The latter operational mode is particularly suited for duty‐cycled IoT nodes, which may post resources only during short wake‐up intervals. Figure 4.3 shows the difference between a reverse proxy and an origin server.

Figure 4.3 HTTP‐to‐CoAP proxy acting as: (a) reverse proxy and (b) origin server.

From an architectural point of view, the IoT gateway comprises the following elements:

• an IP gateway, managing IPv4/IPv6 connectivity among smart objects in heterogeneous networks (i.e., IEEE 802.15.4, IEEE 802.11.x, and IEEE 802.3) so as to allow for interconnection of devices operating in different networks by providing an IP layer to let nodes communicate seamlessly;
• a CoAP origin server, which can be used by CoAP clients within the network to post resources that will be maintained by the server on their behalf;
• a HTTP‐to‐CoAP reverse proxy, optionally equipped with caching capabilities, which can be used for accessing services and resources that are available in an internal constrained network.

The IoT gateway is therefore a network element that coordinates and enables full and seamless interoperability among highly heterogeneous devices, which:

• may operate different protocols at the link and/or application layers;
• may not be aware of the true nature of the nodes providing services and resources;
• may be geographically distant.

4.3.1.2 Service and Resource Discovery

Service discovery aims at obtaining the hostport of the CoAP servers in the network, while resource discovery is discovery of the resources that a CoAP server manages.

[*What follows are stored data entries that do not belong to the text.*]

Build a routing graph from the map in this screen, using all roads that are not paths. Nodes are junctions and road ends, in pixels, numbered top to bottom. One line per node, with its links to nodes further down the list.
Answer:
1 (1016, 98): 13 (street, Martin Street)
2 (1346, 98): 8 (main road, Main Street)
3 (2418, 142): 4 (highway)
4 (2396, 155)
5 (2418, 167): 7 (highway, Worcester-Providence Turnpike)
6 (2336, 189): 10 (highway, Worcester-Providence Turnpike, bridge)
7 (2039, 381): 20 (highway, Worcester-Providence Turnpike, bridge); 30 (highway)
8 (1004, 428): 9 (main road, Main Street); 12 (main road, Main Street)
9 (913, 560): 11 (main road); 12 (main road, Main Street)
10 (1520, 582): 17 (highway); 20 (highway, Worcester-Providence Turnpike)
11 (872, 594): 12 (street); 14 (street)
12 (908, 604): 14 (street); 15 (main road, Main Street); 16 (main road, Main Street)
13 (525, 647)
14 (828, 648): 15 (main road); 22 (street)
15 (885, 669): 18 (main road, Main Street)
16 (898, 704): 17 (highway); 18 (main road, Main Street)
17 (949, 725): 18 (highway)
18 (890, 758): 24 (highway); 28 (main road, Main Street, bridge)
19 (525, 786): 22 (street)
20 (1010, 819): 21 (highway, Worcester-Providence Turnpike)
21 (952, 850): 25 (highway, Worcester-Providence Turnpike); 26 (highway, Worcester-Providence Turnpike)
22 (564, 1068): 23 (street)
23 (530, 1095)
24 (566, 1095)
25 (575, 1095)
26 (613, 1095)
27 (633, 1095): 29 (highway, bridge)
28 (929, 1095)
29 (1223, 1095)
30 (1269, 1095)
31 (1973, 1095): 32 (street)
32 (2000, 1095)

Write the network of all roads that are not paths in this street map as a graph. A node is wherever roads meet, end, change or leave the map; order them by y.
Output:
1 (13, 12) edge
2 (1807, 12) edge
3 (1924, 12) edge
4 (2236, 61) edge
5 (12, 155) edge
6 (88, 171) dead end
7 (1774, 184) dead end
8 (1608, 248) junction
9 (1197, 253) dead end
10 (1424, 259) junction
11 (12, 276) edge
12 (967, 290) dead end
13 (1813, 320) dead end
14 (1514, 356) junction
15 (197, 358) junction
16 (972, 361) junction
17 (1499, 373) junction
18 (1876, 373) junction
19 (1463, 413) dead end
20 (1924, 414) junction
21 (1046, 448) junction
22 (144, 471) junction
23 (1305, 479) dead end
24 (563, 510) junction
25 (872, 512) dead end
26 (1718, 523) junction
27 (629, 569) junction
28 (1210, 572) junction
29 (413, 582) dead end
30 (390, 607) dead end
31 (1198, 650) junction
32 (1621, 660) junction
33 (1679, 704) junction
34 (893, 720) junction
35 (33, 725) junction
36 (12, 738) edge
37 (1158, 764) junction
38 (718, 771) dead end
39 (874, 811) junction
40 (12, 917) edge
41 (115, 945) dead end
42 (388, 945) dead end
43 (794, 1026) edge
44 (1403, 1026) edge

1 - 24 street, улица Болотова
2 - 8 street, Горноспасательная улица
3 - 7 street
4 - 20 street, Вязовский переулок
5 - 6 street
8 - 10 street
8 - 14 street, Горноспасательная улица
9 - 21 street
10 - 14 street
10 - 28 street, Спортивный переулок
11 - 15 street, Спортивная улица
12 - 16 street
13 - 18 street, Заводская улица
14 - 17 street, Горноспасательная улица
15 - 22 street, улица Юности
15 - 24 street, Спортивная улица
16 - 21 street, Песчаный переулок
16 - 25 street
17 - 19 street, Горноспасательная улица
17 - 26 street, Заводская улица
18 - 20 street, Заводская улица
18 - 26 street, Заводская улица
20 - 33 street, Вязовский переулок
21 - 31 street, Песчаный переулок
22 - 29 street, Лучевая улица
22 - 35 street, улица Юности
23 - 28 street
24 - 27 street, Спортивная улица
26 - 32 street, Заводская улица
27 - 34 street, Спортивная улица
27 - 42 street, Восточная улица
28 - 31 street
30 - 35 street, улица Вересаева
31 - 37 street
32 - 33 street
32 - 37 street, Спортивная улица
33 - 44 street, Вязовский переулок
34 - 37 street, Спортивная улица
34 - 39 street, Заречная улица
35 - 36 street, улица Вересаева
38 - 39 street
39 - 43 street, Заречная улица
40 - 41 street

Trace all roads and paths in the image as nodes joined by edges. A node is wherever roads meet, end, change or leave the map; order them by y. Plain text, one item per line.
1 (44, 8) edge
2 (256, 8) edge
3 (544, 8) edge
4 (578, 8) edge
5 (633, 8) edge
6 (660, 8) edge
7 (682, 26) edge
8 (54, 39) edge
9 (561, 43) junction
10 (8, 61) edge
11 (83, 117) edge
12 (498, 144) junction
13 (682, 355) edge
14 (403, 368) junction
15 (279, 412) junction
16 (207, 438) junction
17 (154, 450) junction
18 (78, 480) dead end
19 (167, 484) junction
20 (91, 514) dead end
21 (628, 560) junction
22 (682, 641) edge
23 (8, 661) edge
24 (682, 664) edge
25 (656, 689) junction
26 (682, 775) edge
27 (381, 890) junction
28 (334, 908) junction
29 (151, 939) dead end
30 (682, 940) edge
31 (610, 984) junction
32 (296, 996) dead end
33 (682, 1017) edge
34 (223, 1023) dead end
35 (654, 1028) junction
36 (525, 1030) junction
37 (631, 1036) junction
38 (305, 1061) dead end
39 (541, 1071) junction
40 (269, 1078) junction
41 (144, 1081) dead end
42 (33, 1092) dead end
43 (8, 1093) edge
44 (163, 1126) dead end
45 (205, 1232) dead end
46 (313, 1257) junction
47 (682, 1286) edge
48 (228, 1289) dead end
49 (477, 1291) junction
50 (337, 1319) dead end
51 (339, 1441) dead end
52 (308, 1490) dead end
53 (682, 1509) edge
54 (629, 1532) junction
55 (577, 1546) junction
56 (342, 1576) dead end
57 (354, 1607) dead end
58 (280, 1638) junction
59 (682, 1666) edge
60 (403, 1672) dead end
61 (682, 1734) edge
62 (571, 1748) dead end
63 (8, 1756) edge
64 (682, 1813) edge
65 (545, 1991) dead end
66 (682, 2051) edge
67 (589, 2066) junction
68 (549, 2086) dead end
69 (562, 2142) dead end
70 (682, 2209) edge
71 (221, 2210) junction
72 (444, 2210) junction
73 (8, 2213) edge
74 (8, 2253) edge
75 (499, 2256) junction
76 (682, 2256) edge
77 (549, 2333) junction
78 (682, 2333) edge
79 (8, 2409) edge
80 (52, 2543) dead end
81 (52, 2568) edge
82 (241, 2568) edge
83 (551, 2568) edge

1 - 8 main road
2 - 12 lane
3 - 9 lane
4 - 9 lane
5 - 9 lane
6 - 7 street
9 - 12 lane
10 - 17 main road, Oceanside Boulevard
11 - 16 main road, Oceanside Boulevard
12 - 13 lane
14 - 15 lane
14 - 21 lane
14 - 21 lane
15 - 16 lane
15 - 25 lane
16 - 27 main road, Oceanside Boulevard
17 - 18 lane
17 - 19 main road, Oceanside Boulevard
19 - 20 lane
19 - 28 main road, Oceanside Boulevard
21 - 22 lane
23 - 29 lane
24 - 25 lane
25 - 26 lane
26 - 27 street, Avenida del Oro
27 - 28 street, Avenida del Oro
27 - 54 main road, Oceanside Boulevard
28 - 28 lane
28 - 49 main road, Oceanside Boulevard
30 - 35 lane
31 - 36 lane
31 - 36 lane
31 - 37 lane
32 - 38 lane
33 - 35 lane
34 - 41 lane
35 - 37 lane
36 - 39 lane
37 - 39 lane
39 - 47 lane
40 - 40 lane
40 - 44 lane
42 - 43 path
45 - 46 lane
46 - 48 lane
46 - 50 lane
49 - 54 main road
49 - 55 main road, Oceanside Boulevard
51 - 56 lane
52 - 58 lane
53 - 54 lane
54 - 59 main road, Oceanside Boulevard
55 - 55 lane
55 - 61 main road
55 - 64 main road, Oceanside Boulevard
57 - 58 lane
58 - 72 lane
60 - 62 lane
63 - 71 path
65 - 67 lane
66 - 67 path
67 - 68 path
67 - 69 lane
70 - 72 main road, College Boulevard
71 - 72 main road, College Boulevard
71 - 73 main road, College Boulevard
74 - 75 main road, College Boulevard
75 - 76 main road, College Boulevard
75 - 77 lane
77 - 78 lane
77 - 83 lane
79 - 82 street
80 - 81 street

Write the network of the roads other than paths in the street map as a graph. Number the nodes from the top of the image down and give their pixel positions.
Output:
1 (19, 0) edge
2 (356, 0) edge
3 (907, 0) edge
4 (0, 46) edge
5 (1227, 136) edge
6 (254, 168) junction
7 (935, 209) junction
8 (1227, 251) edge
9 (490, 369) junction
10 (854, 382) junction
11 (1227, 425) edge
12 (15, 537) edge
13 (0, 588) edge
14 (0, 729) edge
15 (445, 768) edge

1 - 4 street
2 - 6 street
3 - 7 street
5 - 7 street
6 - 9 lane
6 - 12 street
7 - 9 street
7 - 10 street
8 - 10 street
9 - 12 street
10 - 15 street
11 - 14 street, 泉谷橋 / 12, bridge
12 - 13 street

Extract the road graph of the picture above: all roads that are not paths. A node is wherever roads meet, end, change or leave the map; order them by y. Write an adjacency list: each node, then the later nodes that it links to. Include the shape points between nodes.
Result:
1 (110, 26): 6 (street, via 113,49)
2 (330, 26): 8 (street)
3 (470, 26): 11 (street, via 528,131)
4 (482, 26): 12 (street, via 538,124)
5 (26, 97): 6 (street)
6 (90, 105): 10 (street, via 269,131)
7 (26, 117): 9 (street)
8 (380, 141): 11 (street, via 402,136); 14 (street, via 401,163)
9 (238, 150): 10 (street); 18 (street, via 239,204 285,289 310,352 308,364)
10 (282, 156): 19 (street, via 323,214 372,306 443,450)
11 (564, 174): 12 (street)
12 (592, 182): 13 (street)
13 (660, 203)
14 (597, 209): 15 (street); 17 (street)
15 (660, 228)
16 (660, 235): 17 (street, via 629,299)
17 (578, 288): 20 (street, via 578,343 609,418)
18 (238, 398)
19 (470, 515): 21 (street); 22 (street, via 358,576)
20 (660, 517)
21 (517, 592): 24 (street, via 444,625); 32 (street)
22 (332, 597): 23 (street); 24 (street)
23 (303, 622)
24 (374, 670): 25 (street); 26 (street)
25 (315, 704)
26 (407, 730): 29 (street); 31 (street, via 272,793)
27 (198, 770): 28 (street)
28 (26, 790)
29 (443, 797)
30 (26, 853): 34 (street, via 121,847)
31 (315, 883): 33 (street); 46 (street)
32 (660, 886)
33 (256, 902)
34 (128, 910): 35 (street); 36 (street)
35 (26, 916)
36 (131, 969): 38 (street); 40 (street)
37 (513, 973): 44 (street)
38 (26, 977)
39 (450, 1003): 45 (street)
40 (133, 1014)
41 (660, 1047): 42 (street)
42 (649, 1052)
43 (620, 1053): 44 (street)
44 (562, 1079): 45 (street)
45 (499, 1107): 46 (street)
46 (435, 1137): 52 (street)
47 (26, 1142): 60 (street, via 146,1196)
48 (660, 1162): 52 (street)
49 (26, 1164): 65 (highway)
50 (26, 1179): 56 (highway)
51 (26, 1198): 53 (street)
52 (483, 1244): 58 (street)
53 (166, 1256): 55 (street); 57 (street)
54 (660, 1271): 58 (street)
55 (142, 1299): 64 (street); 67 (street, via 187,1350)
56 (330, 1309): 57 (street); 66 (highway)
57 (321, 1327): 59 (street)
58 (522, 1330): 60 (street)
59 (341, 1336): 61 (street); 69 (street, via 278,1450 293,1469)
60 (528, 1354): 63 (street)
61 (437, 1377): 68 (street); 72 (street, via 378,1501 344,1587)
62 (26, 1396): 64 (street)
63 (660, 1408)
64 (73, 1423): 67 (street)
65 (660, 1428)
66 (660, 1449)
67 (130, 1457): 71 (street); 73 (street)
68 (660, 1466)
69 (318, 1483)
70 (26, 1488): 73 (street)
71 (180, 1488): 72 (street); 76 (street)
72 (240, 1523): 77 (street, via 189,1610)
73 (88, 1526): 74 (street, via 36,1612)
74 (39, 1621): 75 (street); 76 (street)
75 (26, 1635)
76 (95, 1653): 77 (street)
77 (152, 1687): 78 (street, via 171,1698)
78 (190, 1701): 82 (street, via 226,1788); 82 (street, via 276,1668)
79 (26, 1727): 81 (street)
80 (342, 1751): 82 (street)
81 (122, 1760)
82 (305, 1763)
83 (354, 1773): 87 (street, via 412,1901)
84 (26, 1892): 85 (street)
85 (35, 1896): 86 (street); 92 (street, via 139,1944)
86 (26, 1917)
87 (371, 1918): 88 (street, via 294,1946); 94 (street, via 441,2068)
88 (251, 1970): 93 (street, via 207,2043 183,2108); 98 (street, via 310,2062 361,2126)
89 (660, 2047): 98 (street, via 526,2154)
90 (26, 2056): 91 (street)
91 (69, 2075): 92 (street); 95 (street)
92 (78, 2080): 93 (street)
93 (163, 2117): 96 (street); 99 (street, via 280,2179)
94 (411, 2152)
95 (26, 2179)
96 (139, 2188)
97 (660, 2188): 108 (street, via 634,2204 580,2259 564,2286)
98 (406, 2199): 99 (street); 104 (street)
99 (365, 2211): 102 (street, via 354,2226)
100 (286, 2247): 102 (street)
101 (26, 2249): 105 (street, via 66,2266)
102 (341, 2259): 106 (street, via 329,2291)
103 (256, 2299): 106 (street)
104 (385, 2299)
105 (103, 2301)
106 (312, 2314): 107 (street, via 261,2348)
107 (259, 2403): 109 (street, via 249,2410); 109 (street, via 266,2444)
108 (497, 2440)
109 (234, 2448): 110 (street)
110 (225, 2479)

Because of its role in managing the life‐cycle of nodes residing in its network, the IoT gateway is naturally aware of the presence of the nodes and the available services and resources. When the IoT gateway detects that a CoAP node has joined its IP network, it can query the CoAP node, asking for the list of provided services; in CoAP this is done by sending a GET request to the /.well‐known/core URI. Such information (the resource directory) is then locally maintained by the IoT gateway and successively used to route incoming requests to the proper resource node. According to this mechanism, the IoT gateway may act as an RD for the CoAP nodes within the network.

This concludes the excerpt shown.